On World Cancer Day, the government published something healthcare professionals have been waiting for since 2015: a National Cancer Plan for England. The headlines focused on the big numbers – 80% of patients diagnosed within 28 days by 2029, 85% starting treatment within 62 days, 320,000 lives saved over the plan's lifetime. These are serious commitments, and getting there will require serious investment in diagnostics, treatment capacity and specialist staff.
But there's something curious about the conversation around this plan. While everyone's talking about radiotherapy machines, robotic surgery and AI-powered diagnostics, there's been remarkably little discussion about where most cancer journeys actually begin: the GP surgery.
Over six in ten patients begin their cancer journey at the GP. Primary care is directly involved in the initial diagnosis of more than 85% of all cancer cases. For the government's ambitious targets to mean anything in practice, we need to talk about what happens at that critical first step.
The 28-day Faster Diagnosis Standard sounds straightforward enough: get patients a diagnosis or the all-clear within 28 days of referral. Currently, the national average sits at around 75%, with significant regional variation. The best-performing areas – like Shropshire, Telford and Wrekin at 86% – show it's achievable.
But here's what often gets missed in the discussion: that 28-day clock doesn't start when symptoms appear, or even when the patient first visits their GP. It starts when the referral is made. Everything that happens before that moment – the quality of information gathered, the completeness of the referral, whether it goes to the right specialty – directly affects whether that target gets met.
Consider what happens when a referral arrives incomplete. The specialist clinic needs to request additional information. The patient might need to be brought back for tests that should have happened in primary care. The appointment gets delayed while everyone waits for missing results. None of this delay counts against the 28-day target, but it absolutely affects whether patients get diagnosed and treated quickly.
This isn't about blaming GPs. Cancer diagnosis in primary care is genuinely difficult. Most cancers present with common symptoms – persistent cough, non-specific abdominal pain – that are far more likely to represent benign disease than malignancy. A full-time GP might see two or three new cancer diagnoses per year, while dealing with hundreds of patients presenting with similar symptoms who don't have cancer.
What it is about is recognising that the quality of referral pathways matters enormously to the plan's success.
The National Cancer Plan promises to address the postcode lottery in cancer care. Currently, if you live in the best-performing area for the 62-day treatment standard, you've got roughly twice the chance of starting treatment on time compared to someone in the worst-performing area.
Some of this variation is about diagnostic capacity and specialist resources. But some of it comes down to variation in referral processes and pathways. When every practice, every ICB, every specialty designs their own approach, you get variation in outcomes. The patients in areas with well-designed, standardised referral pathways get diagnosed faster. The ones in areas still relying on free text forms and inconsistent processes don't.
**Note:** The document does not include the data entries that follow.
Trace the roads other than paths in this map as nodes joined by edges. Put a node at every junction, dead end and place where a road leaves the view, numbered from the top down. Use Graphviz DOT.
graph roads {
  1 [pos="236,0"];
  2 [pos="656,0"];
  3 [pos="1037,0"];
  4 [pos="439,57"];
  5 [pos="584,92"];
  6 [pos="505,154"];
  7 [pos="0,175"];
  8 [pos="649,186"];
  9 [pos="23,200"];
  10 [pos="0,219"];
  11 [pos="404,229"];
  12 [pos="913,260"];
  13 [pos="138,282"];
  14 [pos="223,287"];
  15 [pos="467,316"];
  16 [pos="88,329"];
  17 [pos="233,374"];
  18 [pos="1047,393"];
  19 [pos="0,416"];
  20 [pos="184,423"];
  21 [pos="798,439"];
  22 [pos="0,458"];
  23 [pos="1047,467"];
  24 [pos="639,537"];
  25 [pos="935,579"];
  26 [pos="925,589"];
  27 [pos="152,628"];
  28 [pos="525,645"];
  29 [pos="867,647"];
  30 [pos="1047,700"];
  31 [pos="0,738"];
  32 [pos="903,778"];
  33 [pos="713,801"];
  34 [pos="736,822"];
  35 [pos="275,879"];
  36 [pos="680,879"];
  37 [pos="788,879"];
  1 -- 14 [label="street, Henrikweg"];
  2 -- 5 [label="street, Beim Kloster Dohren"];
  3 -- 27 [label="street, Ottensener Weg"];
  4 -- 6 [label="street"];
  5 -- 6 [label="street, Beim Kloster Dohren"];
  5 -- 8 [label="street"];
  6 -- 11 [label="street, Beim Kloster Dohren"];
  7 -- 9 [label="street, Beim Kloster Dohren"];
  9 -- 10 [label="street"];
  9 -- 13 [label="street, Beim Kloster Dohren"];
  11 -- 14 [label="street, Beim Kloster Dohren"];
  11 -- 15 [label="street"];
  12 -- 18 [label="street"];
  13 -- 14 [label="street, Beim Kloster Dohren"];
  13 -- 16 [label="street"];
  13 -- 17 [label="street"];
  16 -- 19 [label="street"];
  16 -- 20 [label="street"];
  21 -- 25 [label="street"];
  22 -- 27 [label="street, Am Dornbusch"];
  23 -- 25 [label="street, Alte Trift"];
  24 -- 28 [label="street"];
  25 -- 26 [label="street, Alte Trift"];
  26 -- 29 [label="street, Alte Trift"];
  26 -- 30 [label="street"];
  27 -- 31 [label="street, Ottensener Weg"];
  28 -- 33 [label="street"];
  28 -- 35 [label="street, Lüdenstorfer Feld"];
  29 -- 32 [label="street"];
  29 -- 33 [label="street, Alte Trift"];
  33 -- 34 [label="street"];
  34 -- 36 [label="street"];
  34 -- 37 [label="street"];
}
The government's focus on standardisation over variation – a core theme of the 10 Year Health Plan – applies just as much to referral processes as it does to treatment protocols. You can't eliminate the postcode lottery in cancer outcomes without eliminating it in cancer referral quality.
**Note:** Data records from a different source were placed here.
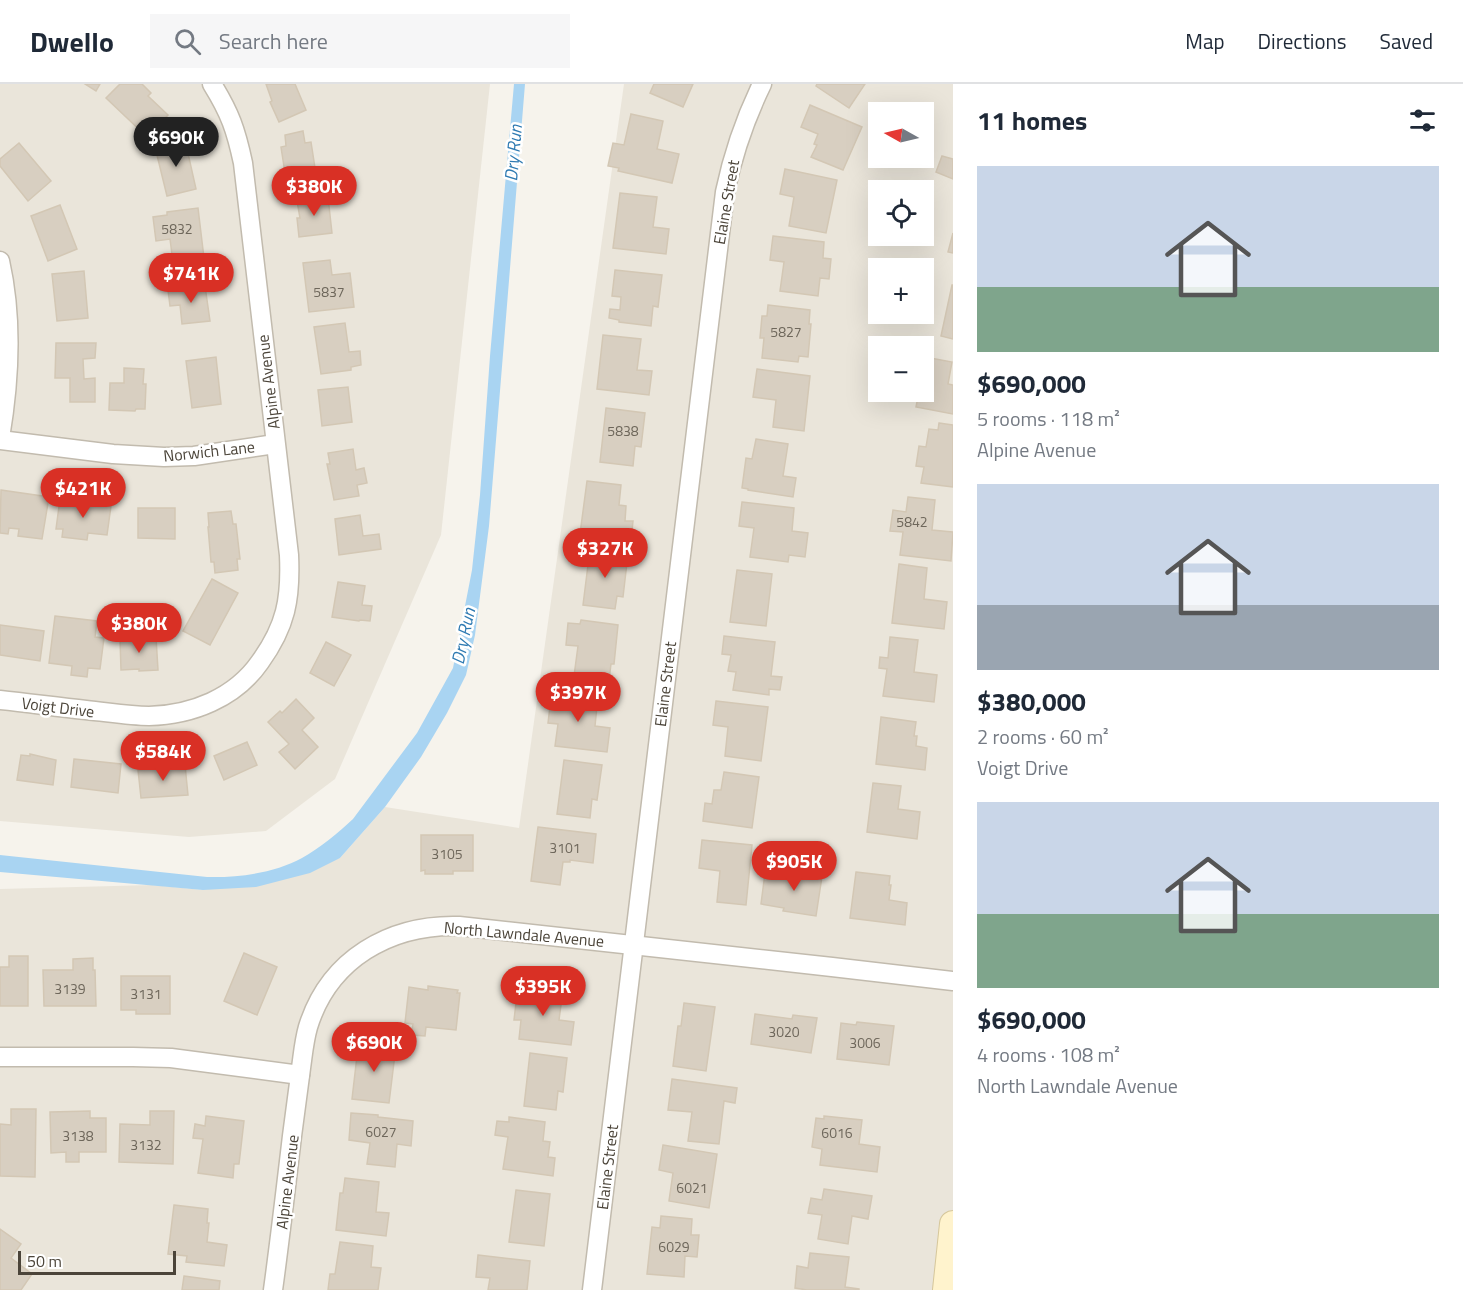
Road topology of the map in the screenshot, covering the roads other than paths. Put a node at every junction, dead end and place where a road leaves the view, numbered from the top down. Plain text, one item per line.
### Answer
1 (212, 84) edge
2 (762, 84) edge
3 (0, 261) edge
4 (0, 439) edge
5 (275, 444) junction
6 (249, 676) joint
7 (0, 700) edge
8 (633, 945) junction
9 (953, 981) edge
10 (0, 1057) edge
11 (300, 1075) junction
12 (953, 1224) edge
13 (273, 1290) edge
14 (592, 1290) edge
15 (946, 1290) edge

1 - 5 street, Alpine Avenue
2 - 8 street, Elaine Street
3 - 4 street
4 - 5 street, Norwich Lane
5 - 6 street, Alpine Avenue
6 - 7 street, Voigt Drive
8 - 9 street, North Lawndale Avenue
8 - 11 street, North Lawndale Avenue
8 - 14 street, Elaine Street
10 - 11 street
11 - 13 street, Alpine Avenue
12 - 15 street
There's a frustrating irony in all of this: we already know what works. Cancer Research UK has been highlighting for years that primary care has a vital role in early diagnosis. The evidence base exists on which information matters, which red-flag symptoms require action, and how to structure referral pathways to minimise delays.
The challenge isn't knowledge – it's implementation. It's ensuring that every referral, from every practice, captures the information that specialists need to triage appropriately. It's making sure that patients don't fall through gaps because a form wasn't completed fully, or crucial test results weren't included, or the referral went to the wrong specialty in the first place.
Some areas have got this right. Where trusts have implemented structured referral pathways with mandatory fields and clinical decision support, inappropriate referrals have dropped dramatically while diagnosis times have improved. The evidence is there. It just needs to scale.
Here's what concerns me about the National Cancer Plan: it's heavy on ambition and light on implementation detail. Cancer Research UK made this point in their analysis – we need robust plans that clearly set out who is responsible for delivering each part, and by when. Without that, ambitious targets remain just that: ambitions.
The same applies to referral quality. The plan talks about productivity, diagnostic capacity, and funding for Cancer Alliances. All necessary. But productivity gains mean nothing if referrals are still being bounced back for missing information. Diagnostic capacity doesn't help if patients are being sent to the wrong specialty. Funding won't fix processes that haven't been designed properly in the first place.
If we're serious about meeting these targets – and we should be, because lives depend on it – then we need to be just as serious about the fundamentals. That means talking about referral quality, pathway standardisation, and making sure that every patient's journey starts with complete, accurate, actionable information.
The National Cancer Plan could be a turning point for cancer care in England. But only if we're willing to focus not just on the dramatic innovations, but on getting the basics right. Sometimes the unglamorous work – standardising referral processes, capturing complete information, reducing unnecessary variation – is exactly what makes the difference between targets met and targets missed.
And when the target is saving 320,000 lives, getting the basics right isn't optional. It's essential.